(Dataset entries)
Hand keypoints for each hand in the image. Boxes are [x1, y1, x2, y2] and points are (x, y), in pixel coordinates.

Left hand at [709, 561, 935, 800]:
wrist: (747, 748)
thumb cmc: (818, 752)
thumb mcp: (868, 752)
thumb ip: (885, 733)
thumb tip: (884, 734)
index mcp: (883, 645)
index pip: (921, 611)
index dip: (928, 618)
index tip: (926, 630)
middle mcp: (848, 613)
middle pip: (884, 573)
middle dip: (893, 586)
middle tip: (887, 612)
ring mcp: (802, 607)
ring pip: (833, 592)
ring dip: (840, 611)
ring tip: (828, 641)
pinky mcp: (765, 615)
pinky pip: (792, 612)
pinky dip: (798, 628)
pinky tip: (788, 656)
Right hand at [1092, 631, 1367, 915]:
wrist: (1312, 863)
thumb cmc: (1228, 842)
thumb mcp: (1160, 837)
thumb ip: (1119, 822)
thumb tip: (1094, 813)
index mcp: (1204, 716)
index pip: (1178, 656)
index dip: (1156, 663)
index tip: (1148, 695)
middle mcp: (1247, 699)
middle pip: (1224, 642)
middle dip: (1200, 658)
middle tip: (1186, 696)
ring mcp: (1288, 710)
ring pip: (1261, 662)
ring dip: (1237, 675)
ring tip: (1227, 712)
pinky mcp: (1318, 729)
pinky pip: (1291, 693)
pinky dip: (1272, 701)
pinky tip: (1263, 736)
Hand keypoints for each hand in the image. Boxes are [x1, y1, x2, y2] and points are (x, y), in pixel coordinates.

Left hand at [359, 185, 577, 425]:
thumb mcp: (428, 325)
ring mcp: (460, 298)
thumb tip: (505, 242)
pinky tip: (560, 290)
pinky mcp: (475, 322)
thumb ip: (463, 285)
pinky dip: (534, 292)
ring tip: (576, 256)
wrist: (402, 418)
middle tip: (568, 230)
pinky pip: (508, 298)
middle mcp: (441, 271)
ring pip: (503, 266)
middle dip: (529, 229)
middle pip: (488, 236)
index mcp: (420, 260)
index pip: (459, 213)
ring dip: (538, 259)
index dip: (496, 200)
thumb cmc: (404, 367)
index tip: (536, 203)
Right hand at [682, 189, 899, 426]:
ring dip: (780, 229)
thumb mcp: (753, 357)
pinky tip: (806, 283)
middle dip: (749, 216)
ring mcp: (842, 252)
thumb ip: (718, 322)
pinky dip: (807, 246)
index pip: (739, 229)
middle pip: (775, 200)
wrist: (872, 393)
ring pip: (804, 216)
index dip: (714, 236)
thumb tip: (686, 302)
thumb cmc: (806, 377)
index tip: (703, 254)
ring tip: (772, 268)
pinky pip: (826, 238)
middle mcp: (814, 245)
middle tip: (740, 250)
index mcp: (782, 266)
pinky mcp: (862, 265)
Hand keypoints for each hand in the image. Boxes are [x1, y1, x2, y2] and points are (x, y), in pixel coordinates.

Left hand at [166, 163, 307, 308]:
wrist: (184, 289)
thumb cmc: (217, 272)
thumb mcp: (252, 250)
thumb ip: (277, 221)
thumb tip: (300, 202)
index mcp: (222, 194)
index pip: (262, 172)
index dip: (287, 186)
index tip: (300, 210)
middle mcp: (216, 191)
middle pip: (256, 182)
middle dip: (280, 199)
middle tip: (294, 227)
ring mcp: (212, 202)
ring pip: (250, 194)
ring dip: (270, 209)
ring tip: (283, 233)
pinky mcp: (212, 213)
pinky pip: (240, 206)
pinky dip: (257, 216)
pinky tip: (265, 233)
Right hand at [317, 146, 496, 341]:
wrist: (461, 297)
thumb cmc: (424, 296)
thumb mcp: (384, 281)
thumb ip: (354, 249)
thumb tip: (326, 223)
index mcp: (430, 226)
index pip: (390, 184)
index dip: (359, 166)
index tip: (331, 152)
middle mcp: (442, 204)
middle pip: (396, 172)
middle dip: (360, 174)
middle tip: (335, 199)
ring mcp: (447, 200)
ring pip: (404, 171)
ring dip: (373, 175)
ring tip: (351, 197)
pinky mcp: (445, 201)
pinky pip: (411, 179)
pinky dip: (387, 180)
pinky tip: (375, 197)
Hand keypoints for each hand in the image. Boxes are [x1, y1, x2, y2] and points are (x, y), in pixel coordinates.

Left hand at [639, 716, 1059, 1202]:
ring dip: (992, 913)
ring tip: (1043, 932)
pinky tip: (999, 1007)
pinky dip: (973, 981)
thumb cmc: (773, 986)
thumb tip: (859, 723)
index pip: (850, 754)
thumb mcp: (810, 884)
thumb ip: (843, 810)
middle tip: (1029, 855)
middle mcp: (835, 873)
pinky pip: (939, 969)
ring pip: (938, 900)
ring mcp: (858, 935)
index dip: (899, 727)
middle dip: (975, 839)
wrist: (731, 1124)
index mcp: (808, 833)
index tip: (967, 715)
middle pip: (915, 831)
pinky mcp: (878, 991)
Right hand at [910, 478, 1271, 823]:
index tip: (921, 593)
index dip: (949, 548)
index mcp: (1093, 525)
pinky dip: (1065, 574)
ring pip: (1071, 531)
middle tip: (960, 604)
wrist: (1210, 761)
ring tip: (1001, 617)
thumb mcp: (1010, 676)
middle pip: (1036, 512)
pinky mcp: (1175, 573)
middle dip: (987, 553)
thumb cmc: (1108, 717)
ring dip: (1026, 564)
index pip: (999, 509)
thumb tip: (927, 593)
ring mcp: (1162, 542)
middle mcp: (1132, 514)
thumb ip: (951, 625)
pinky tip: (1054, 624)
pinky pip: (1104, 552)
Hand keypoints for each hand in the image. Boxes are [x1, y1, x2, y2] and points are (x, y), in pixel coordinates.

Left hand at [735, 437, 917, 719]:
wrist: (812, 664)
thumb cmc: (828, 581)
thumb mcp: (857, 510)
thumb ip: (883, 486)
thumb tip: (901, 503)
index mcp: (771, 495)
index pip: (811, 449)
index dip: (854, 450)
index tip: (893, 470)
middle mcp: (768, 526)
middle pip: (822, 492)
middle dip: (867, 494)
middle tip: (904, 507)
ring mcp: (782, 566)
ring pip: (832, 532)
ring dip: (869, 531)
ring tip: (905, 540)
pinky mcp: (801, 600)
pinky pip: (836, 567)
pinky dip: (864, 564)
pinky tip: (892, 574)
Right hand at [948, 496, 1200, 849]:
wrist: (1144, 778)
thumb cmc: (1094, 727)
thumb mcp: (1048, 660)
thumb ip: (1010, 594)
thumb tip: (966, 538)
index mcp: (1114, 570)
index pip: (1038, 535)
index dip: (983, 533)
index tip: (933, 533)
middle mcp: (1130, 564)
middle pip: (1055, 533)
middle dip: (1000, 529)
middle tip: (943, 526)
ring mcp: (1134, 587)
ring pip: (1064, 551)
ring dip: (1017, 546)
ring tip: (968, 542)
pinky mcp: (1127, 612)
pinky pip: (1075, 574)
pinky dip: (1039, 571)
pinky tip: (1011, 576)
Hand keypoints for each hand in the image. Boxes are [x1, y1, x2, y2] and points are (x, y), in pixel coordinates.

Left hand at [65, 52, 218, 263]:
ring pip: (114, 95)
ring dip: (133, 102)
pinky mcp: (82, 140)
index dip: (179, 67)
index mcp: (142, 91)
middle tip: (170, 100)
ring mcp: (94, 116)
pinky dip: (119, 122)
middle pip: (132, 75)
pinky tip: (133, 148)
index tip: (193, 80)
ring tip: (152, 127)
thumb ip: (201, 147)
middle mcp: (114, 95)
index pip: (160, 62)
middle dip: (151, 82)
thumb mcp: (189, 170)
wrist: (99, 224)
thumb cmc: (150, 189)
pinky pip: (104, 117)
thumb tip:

Task item — Out of the data above, set down the lines from the one with "middle dip: (1200, 658)" to the one with "pinky tip: (1263, 736)", both included, exactly as written and with no additions.

Exercise result —
middle dip: (1200, 658)
middle tip: (1186, 696)
ring mcp: (1288, 710)
ring pip: (1261, 662)
ring dip: (1237, 675)
ring tip: (1227, 712)
pinky mcp: (1318, 729)
pinky pip: (1291, 693)
pinky dip: (1272, 701)
pinky tip: (1263, 736)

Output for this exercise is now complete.